◆ PROMPT
These records must be written out again exactly.
(DATA SHOWN)
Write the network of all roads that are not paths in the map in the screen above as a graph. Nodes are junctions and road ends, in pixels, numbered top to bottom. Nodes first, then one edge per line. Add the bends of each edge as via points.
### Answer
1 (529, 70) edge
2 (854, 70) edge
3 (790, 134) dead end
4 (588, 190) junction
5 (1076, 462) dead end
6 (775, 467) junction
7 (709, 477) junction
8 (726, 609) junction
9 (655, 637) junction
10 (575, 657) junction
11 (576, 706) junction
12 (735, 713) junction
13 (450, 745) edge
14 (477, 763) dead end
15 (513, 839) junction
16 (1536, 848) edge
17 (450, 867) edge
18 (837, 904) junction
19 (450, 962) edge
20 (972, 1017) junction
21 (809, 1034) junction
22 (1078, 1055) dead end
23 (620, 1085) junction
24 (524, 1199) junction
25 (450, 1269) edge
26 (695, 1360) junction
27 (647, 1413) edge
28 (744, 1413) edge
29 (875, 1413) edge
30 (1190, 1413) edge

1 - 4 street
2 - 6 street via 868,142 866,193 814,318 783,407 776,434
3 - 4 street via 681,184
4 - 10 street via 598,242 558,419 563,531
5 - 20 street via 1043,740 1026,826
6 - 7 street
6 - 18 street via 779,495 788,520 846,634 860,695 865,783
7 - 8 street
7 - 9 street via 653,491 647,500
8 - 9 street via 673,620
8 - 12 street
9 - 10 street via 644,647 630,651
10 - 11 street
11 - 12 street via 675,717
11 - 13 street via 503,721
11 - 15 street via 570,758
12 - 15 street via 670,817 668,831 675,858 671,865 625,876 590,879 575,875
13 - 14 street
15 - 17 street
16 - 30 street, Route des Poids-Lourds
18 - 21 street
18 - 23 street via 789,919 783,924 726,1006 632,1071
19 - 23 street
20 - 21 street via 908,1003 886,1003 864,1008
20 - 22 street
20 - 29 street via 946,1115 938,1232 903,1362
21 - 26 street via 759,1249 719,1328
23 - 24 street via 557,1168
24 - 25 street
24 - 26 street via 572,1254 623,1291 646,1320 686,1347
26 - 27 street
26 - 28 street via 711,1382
(End DATA SHOWN)
◆ EXERCISE SOLUTION
Write the network of all roads that are not paths in the map in the screen above as a graph. Nodes are junctions and road ends, in pixels, numbered top to bottom. Nodes first, then one edge per line. Add the bends of each edge as via points.
### Answer
1 (529, 70) edge
2 (854, 70) edge
3 (790, 134) dead end
4 (588, 190) junction
5 (1076, 462) dead end
6 (775, 467) junction
7 (709, 477) junction
8 (726, 609) junction
9 (655, 637) junction
10 (575, 657) junction
11 (576, 706) junction
12 (735, 713) junction
13 (450, 745) edge
14 (477, 763) dead end
15 (513, 839) junction
16 (1536, 848) edge
17 (450, 867) edge
18 (837, 904) junction
19 (450, 962) edge
20 (972, 1017) junction
21 (809, 1034) junction
22 (1078, 1055) dead end
23 (620, 1085) junction
24 (524, 1199) junction
25 (450, 1269) edge
26 (695, 1360) junction
27 (647, 1413) edge
28 (744, 1413) edge
29 (875, 1413) edge
30 (1190, 1413) edge

1 - 4 street
2 - 6 street via 868,142 866,193 814,318 783,407 776,434
3 - 4 street via 681,184
4 - 10 street via 598,242 558,419 563,531
5 - 20 street via 1043,740 1026,826
6 - 7 street
6 - 18 street via 779,495 788,520 846,634 860,695 865,783
7 - 8 street
7 - 9 street via 653,491 647,500
8 - 9 street via 673,620
8 - 12 street
9 - 10 street via 644,647 630,651
10 - 11 street
11 - 12 street via 675,717
11 - 13 street via 503,721
11 - 15 street via 570,758
12 - 15 street via 670,817 668,831 675,858 671,865 625,876 590,879 575,875
13 - 14 street
15 - 17 street
16 - 30 street, Route des Poids-Lourds
18 - 21 street
18 - 23 street via 789,919 783,924 726,1006 632,1071
19 - 23 street
20 - 21 street via 908,1003 886,1003 864,1008
20 - 22 street
20 - 29 street via 946,1115 938,1232 903,1362
21 - 26 street via 759,1249 719,1328
23 - 24 street via 557,1168
24 - 25 street
24 - 26 street via 572,1254 623,1291 646,1320 686,1347
26 - 27 street
26 - 28 street via 711,1382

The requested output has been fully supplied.